As a legitimately elected mayor, Mr Kernes has much to trade for his safety and his post in Kharkiv, including the support of the population and the Russians. Yet, he has no interest in Kharkiv splitting off from the rest of Ukraine or becoming a Russian vassal. For all their differences Mr Kernes is as popular in Kharkiv as Mr Sadovyi is in Lviv, and they are after the same thing: a de-centralisation of economic and political power. Zurab Alazania, the head of the Mediaport news agency in Kharkiv, says that for all of Mr Kernes’s faults the worst thing that the new government could do would be to arrest him on trumped-up charges. “If the new government did this, we would know that it is no better than the old one.”

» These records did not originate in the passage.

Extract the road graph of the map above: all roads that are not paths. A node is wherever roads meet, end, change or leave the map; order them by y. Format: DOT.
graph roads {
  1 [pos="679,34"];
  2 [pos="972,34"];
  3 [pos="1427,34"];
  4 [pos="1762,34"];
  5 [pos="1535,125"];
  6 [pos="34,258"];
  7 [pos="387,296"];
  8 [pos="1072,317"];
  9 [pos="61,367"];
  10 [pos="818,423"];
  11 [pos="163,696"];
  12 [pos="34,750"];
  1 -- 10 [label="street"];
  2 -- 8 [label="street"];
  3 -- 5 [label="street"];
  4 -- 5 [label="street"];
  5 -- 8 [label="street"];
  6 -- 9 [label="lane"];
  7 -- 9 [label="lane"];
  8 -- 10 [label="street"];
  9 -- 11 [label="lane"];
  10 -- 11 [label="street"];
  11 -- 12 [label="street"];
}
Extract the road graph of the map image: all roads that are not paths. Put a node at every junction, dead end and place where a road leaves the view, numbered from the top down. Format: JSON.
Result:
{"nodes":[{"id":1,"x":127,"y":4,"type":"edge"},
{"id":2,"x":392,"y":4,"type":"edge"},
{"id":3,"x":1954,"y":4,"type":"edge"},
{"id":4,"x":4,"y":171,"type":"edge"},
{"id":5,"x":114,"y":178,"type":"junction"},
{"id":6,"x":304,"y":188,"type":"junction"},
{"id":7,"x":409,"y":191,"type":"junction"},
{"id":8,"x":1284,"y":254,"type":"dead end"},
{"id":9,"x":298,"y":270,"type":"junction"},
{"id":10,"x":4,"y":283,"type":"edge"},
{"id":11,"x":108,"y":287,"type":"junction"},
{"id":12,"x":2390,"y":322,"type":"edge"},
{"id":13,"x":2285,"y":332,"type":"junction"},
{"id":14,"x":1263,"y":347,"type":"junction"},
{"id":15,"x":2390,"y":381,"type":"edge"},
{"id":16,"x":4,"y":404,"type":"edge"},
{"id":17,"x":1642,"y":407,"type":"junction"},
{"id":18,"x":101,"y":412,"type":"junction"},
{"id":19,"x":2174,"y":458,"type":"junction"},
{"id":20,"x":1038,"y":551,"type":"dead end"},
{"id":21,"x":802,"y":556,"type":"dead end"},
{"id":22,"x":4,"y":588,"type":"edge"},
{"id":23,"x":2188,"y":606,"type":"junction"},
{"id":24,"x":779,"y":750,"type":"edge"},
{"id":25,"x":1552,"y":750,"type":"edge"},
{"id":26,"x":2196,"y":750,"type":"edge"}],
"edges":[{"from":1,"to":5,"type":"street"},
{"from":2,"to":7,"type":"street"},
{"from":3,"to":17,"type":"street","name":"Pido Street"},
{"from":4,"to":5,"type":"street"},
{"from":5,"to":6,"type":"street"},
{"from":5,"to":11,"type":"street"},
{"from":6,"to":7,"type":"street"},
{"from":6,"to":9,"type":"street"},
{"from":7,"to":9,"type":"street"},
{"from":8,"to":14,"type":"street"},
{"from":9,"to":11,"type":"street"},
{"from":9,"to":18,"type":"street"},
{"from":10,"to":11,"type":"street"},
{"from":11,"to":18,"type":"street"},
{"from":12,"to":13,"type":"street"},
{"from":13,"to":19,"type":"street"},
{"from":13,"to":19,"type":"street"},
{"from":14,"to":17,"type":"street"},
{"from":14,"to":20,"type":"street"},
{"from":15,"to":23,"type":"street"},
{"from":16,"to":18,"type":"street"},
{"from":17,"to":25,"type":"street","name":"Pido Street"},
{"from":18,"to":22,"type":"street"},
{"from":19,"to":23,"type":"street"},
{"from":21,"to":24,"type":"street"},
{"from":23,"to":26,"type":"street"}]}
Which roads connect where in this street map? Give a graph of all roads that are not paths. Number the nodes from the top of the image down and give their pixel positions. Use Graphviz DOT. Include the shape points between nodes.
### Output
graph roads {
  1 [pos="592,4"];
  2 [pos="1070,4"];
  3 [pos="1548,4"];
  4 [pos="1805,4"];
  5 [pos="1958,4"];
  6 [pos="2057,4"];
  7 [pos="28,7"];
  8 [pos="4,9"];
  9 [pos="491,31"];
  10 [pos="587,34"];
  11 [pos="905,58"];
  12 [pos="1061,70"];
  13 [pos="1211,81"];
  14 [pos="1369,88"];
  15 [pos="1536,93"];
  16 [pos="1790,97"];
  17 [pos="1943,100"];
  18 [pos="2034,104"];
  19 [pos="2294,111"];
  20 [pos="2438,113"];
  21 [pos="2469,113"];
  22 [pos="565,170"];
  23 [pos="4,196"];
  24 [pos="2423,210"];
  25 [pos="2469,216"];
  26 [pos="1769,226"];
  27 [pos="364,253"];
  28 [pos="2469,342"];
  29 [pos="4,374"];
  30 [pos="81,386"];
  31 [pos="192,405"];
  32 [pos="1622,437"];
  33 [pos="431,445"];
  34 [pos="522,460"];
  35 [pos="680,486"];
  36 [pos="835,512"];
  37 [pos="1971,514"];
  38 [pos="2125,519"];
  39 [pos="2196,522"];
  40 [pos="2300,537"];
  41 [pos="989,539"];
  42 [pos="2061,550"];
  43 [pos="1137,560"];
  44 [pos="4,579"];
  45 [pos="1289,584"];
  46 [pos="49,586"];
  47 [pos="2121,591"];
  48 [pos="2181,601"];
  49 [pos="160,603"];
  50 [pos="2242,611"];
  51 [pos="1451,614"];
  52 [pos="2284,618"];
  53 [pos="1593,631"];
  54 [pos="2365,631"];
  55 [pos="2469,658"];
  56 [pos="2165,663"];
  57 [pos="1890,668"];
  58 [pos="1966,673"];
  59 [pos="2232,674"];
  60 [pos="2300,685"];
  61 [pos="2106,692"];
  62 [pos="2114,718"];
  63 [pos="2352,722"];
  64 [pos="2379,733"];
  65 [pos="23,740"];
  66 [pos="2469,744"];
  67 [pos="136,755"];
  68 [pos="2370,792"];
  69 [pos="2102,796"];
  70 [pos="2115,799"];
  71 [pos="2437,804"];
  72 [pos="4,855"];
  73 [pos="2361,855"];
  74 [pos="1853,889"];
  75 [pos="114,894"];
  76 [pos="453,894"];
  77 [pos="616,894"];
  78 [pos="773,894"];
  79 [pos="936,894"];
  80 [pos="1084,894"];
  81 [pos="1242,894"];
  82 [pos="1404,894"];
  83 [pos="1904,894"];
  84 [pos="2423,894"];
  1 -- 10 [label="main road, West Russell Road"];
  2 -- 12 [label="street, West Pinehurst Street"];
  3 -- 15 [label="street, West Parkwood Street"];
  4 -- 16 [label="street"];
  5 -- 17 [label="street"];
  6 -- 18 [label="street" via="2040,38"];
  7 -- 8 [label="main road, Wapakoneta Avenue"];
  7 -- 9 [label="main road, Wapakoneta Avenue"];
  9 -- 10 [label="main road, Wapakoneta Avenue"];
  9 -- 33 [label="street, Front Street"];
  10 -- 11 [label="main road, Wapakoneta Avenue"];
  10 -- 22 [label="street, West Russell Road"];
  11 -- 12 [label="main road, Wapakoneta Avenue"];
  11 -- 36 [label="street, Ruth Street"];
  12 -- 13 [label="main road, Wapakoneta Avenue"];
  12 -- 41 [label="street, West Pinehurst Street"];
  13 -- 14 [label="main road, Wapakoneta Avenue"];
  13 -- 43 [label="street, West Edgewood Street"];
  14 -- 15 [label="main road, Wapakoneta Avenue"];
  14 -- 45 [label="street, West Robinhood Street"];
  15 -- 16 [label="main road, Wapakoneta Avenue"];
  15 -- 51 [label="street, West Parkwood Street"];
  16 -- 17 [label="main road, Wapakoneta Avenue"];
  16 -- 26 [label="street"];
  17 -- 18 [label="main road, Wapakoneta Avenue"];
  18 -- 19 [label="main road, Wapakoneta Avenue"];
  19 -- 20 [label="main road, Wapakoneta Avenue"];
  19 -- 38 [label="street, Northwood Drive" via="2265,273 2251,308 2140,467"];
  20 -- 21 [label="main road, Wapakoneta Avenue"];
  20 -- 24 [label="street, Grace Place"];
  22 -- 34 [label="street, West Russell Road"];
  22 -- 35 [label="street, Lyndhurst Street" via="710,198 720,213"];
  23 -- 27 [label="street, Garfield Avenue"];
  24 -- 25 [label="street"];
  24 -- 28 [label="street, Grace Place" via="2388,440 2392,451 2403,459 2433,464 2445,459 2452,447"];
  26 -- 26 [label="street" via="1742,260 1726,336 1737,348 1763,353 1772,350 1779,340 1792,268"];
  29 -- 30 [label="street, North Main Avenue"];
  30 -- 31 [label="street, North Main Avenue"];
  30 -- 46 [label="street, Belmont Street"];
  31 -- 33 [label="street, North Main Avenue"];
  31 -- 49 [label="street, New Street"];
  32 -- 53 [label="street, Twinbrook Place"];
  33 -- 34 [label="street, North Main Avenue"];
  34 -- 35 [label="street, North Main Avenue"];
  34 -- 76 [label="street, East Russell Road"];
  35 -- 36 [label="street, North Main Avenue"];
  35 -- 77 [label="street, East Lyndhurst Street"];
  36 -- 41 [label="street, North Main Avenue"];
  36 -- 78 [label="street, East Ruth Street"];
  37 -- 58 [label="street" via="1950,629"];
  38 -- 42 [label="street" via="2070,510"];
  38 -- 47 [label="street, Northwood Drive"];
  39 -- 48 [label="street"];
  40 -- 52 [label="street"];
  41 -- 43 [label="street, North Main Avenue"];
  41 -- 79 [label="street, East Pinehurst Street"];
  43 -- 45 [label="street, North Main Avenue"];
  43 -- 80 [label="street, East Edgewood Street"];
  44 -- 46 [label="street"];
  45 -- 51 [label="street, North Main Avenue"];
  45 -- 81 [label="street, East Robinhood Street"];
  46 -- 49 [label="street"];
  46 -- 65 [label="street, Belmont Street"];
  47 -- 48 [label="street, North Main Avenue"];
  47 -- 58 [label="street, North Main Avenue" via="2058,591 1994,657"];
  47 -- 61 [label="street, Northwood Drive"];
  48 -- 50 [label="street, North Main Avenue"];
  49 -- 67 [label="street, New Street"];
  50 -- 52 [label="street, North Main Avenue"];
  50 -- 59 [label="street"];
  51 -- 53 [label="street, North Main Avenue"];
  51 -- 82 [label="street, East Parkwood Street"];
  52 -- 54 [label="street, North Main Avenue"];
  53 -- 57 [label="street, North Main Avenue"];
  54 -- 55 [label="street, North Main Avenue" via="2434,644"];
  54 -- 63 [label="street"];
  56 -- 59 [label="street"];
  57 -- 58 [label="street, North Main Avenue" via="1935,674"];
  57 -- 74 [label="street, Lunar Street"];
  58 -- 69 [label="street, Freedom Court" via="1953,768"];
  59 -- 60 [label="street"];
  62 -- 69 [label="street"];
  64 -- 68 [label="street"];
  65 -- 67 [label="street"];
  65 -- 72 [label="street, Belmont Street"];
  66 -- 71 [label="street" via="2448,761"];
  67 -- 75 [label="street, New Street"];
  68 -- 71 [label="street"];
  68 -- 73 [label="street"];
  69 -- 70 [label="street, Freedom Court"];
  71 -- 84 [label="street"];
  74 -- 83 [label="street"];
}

While politicians in Kiev are scared to mention federalisation because of its separatist undertones, in reality it is already happening. The biggest danger for Ukraine’s integrity is not federalisation, but that Russian interferes and exploits it. That could involve an attempt to annex Crimea, carelessly given to Soviet Ukraine by Nikita Khrushchev in 1954. Over the weekend 20,000 people were out on the streets in Crimea, welcoming back riot police from Kiev as heroes. Russian armoured vehicles have already been spotted around Sevastopol, home to the large Russian naval base.
Mr Putin clearly has no interest in defending Mr Yanukovych. He may have also decided that since Ukraine’s shift towards Europe now looks all but inevitable, grabbing Crimea quickly is the best Russia can do.